实施例5mir-214拮抗剂在体外对白蛋白诱导的小管细胞凋亡的影响。

体外培养mptc细胞(小鼠肾小管细胞系)，融合至30％左右时转染对照和mir-214拮抗剂(40nmol/l)，孵育24h，再加白蛋白刺激24h诱导凋亡。收取细胞大约1×10⁶个转移到5ml流式细胞仪检测用离心管内，每管加入400μl结合缓冲液，加入5μlfitc-annexinv及5μlpi，震荡混匀，室温(25℃)避光反应15min，立即用流式细胞仪检测。

结果表明，白蛋白刺激mptc细胞24小时，可以诱导细胞凋亡的发生，和未处理组相比，p<0.05。

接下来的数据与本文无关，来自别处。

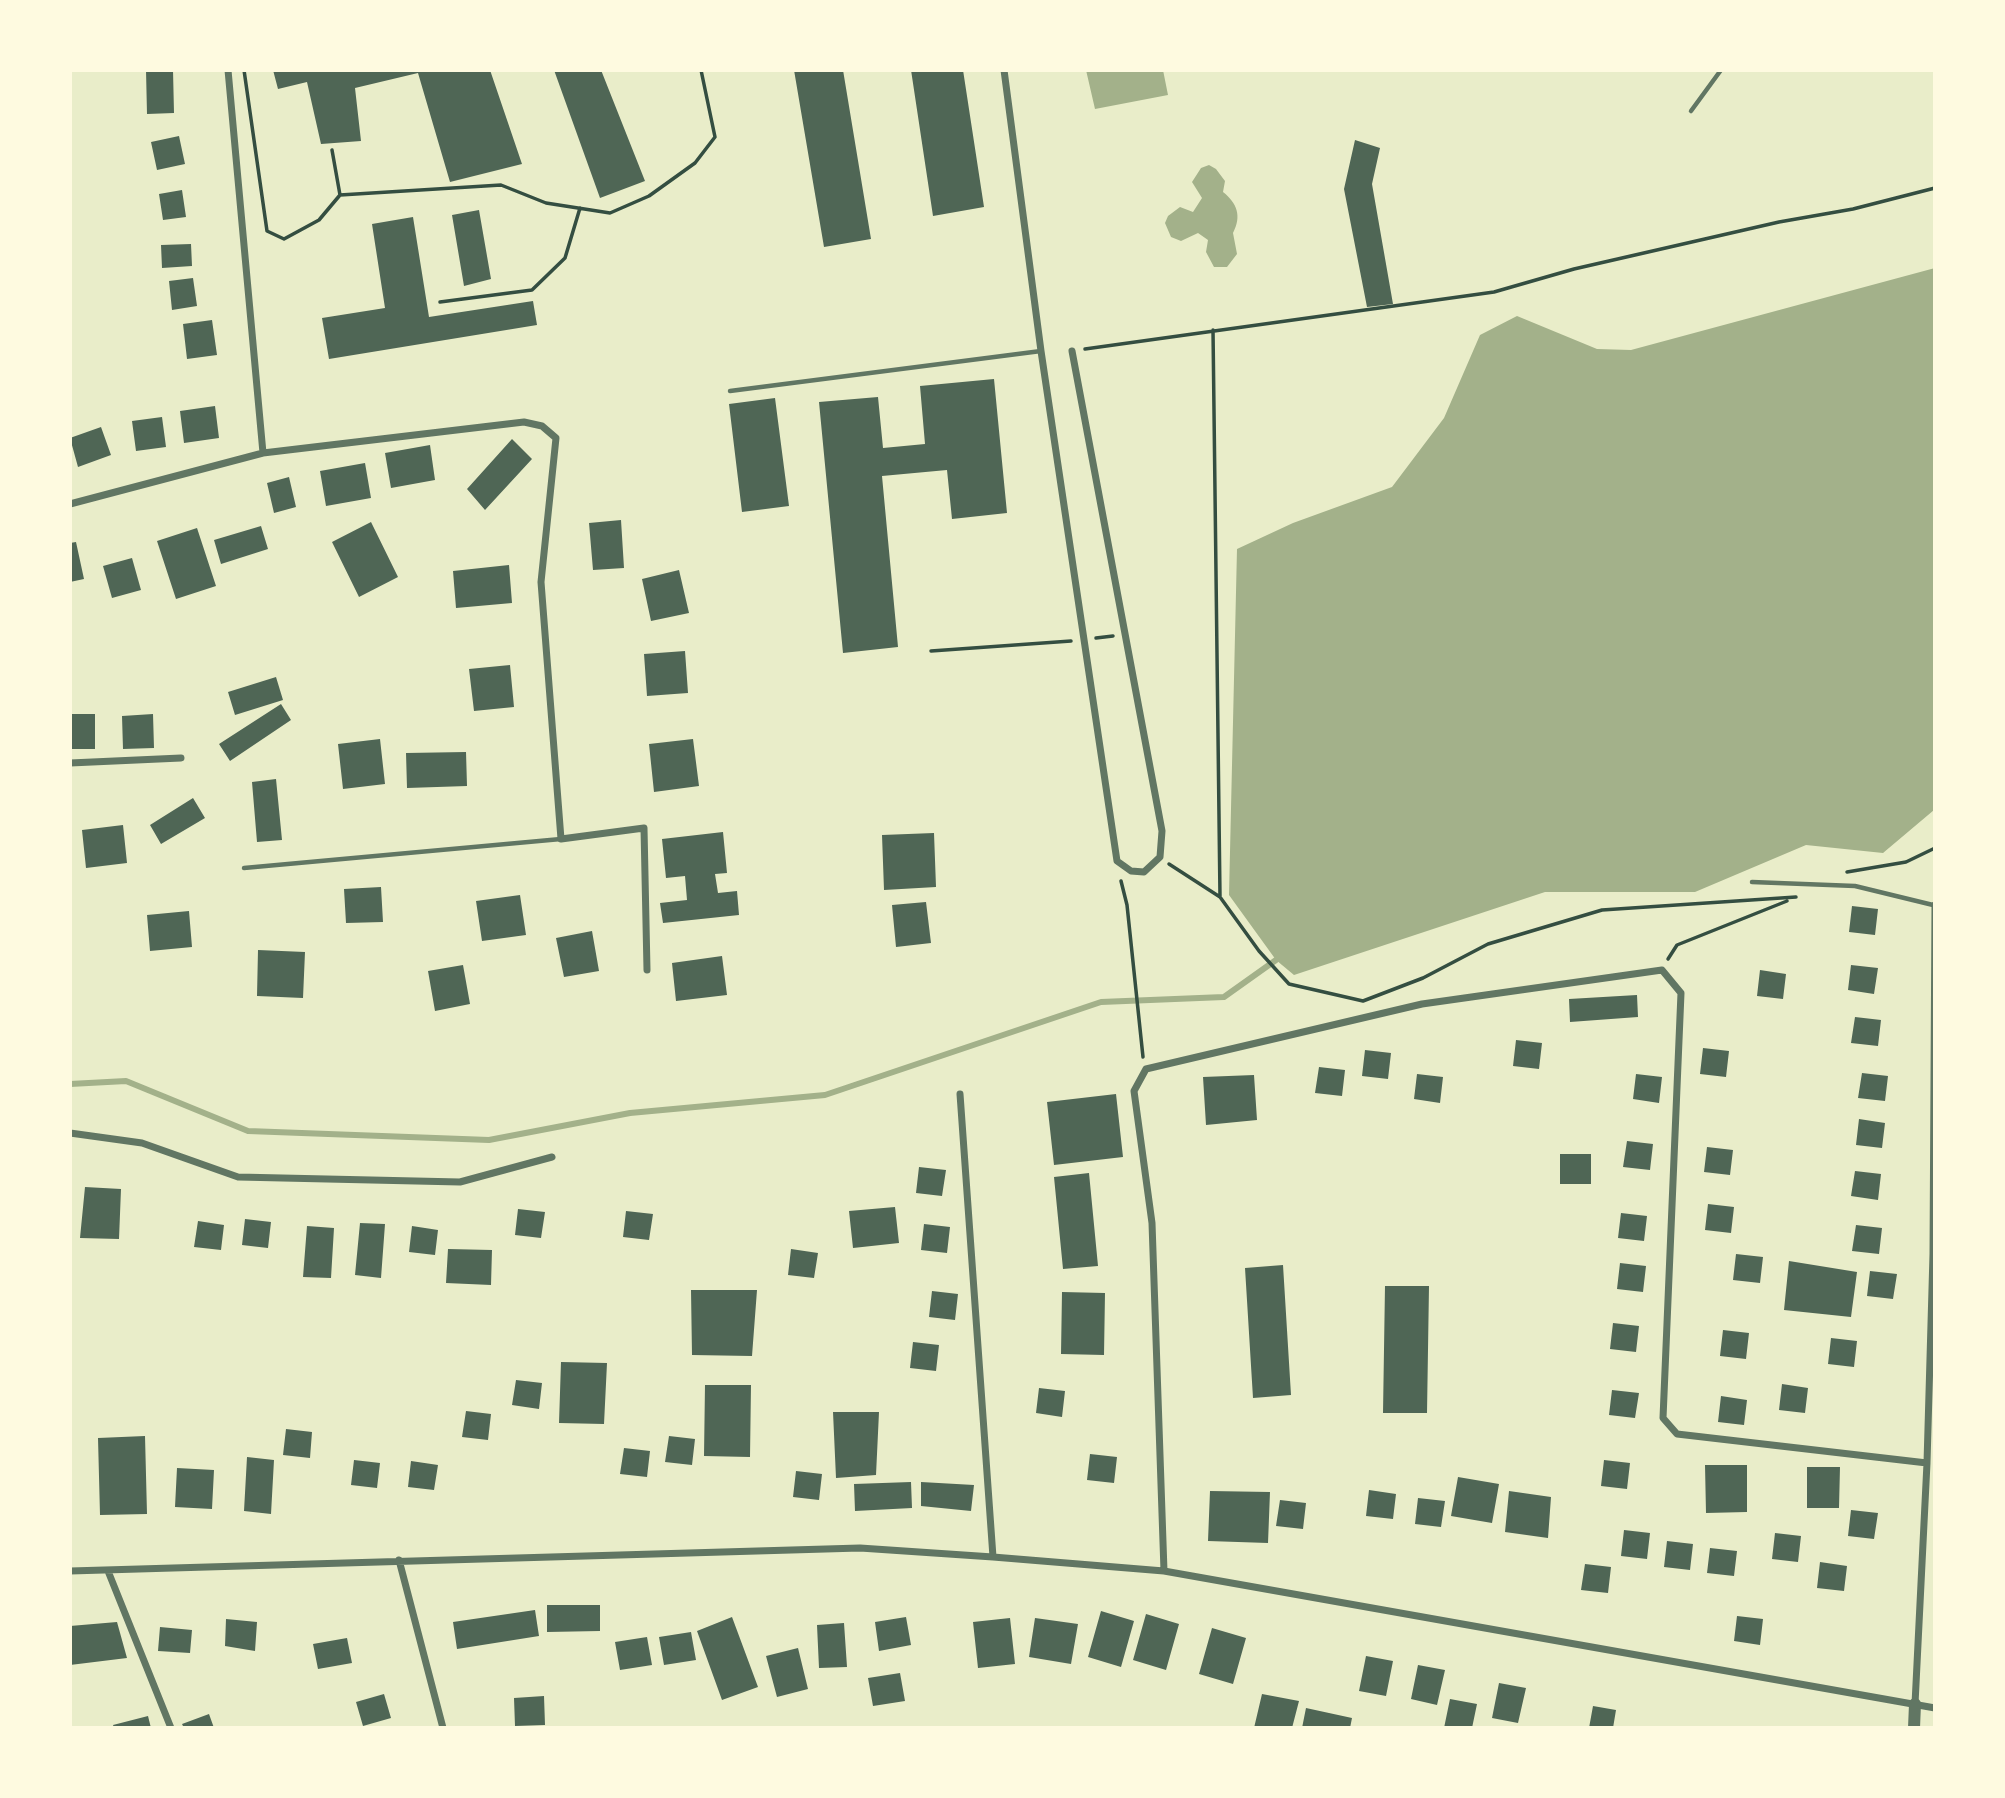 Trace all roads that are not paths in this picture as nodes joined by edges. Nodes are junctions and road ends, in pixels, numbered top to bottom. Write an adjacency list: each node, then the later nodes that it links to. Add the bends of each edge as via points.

mir-214拮抗剂单独处理不能引起细胞凋亡，但可以显著减少白蛋白诱导的细胞凋亡，与白蛋白组相比，p<0.05。

实施例6mir-214拮抗剂在体外对白蛋白诱导的线粒体功能的影响。

体外培养mptc细胞，融合至30％左右时转染对照和mir-214拮抗剂(40nmol/l)，孵育24h，再加白蛋白刺激24h诱导线粒体功能障碍。根据线粒体膜电位和ros试剂盒处理细胞，收取大约1×10⁶个转移到5ml流式细胞仪检测用离心管内，每管加入400μlpbs缓冲液，避光用流式细胞仪检测；根据dna提取试剂盒说明，将细胞的dna提取出，应用rt-pcr检测mtdna表达，基因组18srrna作为内参照校正mtdna拷贝数。

结果表明，白蛋白刺激mptc细胞24小时，可以诱导细胞线粒体功能障碍的发生(膜电位jc-1下降、ros生成增加、mtdna拷贝数降低)，和未处理组相比，p<0.05。mir-214拮抗剂单独处理对线粒体功能没有影响，但可以显著减少白蛋白诱导的线粒体功能障碍，与白蛋白组相比，p<0.05。

综上所述，本发明意外地发现mir-214拮抗剂可以减轻由蛋白尿引起的肾功能疾病，具体的可以减轻蛋白尿引起的肾小管损伤相关病症、肾小管细胞凋亡以及肾脏线粒体功能障碍，有望于用于制备用于减轻蛋白尿引起的肾功能疾病的药物。